Making world-class docs takes effort (via) Curl maintainer Daniel Stenberg writes about his principles for good documentation. I agree with all of these: he emphasizes keeping docs in the repo, avoiding the temptation to exclusively generate them from code, featuring examples and ensuring every API you provide has documentation. Daniel describes an approach similar to the documentation unit tests I’ve been using for my own projects: he has scripts which scan the curl documentation to ensure not only that everything is documented but that each documentation area contains the same sections in the same order.
Per-project PostgreSQL (via) Jamey Sharp describes an ingenious way of setting up PostgreSQL instances for each of your local development project, without depending on an always-running shared localhost database server. The trick is a shell script which creates a PGDATA folder in the current folder and then instantiates a PostgreSQL server in --single single user mode which listens on a Unix domain socket in that folder, instead of listening on the network. Jamey then uses direnv to automatically configure that PostgreSQL, initializing the DB if necessary, for each of his project folders.
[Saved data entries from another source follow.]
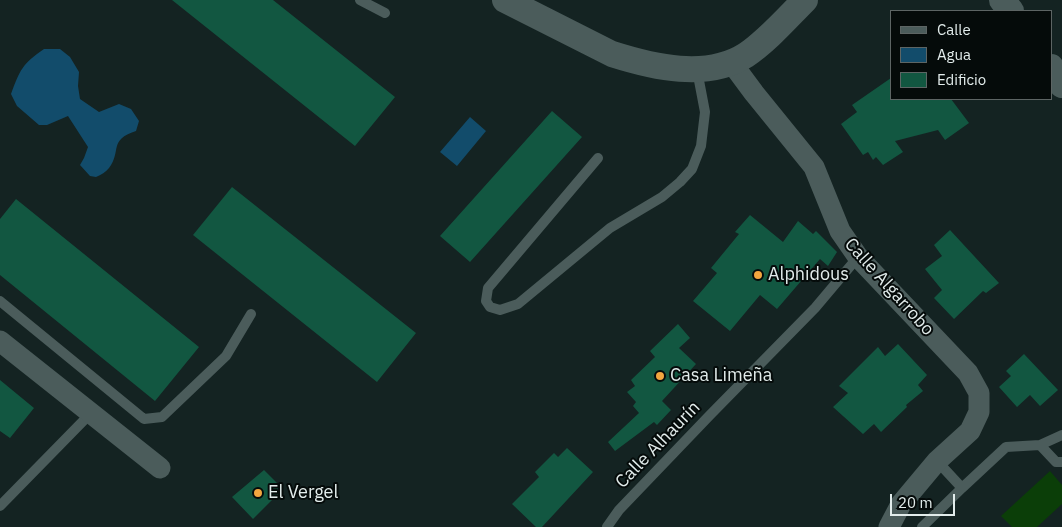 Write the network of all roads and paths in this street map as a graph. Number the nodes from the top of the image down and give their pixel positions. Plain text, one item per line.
1 (360, 0) edge
2 (505, 0) edge
3 (805, 0) edge
4 (1002, 0) edge
5 (1010, 10) edge
6 (385, 13) dead end
7 (731, 62) junction
8 (697, 69) junction
9 (1052, 69) edge
10 (1062, 85) edge
11 (598, 158) dead end
12 (858, 257) junction
13 (0, 301) edge
14 (251, 314) dead end
15 (0, 341) edge
16 (91, 413) junction
17 (1062, 434) edge
18 (1040, 445) junction
19 (937, 461) junction
20 (1062, 462) edge
21 (160, 468) dead end
22 (962, 488) junction
23 (0, 506) edge
24 (929, 524) edge
25 (607, 527) edge
26 (889, 527) edge

1 - 6 lane
2 - 8 street
3 - 7 street
4 - 5 street
7 - 8 street
7 - 12 street, Calle Algarrobo
8 - 11 lane
9 - 10 street
12 - 19 street, Calle Algarrobo
12 - 25 lane, Calle Alhaurín
13 - 14 lane
15 - 16 street
16 - 21 street
16 - 23 lane
17 - 18 lane
18 - 20 lane
18 - 22 lane
19 - 22 lane
19 - 26 street, Calle Algarrobo
22 - 24 lane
API Tokens: A Tedious Survey. Thomas Ptacek reviews different approaches to implementing secure API tokens, from simple random strings stored in a database through various categories of signed token to exotic formats like Macaroons and Biscuits, both new to me.
Macaroons carry a signed list of restrictions with them, but combine it with a mechanism where a client can add their own additional restrictions, sign the combination and pass the token on to someone else.
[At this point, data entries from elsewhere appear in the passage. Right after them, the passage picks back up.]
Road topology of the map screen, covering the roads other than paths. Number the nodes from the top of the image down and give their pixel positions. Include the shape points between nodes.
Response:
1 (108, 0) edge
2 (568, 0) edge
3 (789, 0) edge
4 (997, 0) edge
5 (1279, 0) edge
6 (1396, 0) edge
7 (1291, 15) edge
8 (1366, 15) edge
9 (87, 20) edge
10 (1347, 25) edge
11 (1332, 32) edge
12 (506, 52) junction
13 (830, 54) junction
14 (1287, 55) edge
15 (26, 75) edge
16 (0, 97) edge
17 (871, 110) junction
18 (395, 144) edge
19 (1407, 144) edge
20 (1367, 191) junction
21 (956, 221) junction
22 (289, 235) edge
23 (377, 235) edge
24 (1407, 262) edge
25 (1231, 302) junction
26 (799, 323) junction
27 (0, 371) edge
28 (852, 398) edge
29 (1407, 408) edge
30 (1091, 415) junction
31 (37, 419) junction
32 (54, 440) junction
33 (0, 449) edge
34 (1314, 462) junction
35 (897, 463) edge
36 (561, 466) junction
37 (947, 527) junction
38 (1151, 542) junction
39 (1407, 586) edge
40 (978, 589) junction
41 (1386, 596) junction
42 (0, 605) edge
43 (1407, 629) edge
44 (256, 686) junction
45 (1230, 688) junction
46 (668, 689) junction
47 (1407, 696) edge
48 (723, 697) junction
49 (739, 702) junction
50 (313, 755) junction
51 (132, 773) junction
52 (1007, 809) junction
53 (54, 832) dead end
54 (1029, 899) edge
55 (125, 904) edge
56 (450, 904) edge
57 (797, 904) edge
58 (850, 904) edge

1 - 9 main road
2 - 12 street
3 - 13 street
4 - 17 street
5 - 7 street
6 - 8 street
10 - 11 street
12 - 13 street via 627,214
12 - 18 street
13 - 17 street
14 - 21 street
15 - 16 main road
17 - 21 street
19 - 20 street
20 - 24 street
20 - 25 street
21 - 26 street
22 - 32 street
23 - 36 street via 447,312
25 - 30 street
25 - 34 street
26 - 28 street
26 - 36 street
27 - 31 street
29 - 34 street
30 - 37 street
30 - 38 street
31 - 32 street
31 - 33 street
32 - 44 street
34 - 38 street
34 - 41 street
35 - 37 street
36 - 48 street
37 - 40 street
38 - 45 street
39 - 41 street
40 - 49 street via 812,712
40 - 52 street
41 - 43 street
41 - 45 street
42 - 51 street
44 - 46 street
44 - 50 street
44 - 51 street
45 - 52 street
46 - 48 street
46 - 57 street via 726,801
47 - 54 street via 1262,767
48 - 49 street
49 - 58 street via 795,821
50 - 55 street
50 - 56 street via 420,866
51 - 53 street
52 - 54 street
Biscuits are similar, but “embed Datalog programs to evaluate whether a token allows an operation”.
SQLModel. A new project by FastAPI creator Sebastián Ramírez: SQLModel builds on top of both SQLAlchemy and Sebastián’s Pydantic validation library to provide a new ORM that’s designed around Python 3’s optional typing. The real brilliance here is that a SQLModel subclass is simultaneously a valid SQLAlchemy ORM model AND a valid Pydantic validation model, saving on duplicate code by allowing the same class to be used both for form/API validation and for interacting with the database.
How Discord Stores Billions of Messages (via) Fascinating article from 2017 describing how Discord migrated their primary message store to Cassandra (from MongoDB, but I could easily see them making the same decision if they had started with PostgreSQL or MySQL).
The trick with scalable NoSQL databases like Cassandra is that you need to have a very deep understanding of the kinds of queries you will need to answer - and Discord had exactly that.
In the article they talk about their desire to eventually migrate to Scylla (a compatible Cassandra alternative written in C++) - in the Hacker News comments they confirm that in 2021 they are using Scylla for a few things but they still have their core messages in Cassandra.
MDN: Subdomain takeovers (via) MDN have a page about subdomain takeover attacks that focuses more on CNAME records: if you have a CNAME pointing to a common delegated hosting provider but haven’t yet provisioned your virtual host there, someone else might beat you to it and use it for an XSS attack.
“Preventing subdomain takeovers is a matter of order of operations in lifecycle management for virtual hosts and DNS.”
I now understand why Google Cloud make your “prove” your ownership of a domain before they’ll let you configure it to host e.g. a Cloud Run instance.
I stumbled across a nasty XSS hole involving DNS A records. Found out today that an old subdomain that I had assigned an IP address to via a DNS A record was serving unexpected content—turned out I’d shut down the associated VPS and the IP had been recycled to someone else, so their content was now appearing under my domain. It strikes me that if you got really unlucky this could turn into an XSS hole—and that new server could even use Let’s Encrypt to obtain an HTTPS certificate for your subdomain.
I’ve added “audit your A records” to my personal security checklist.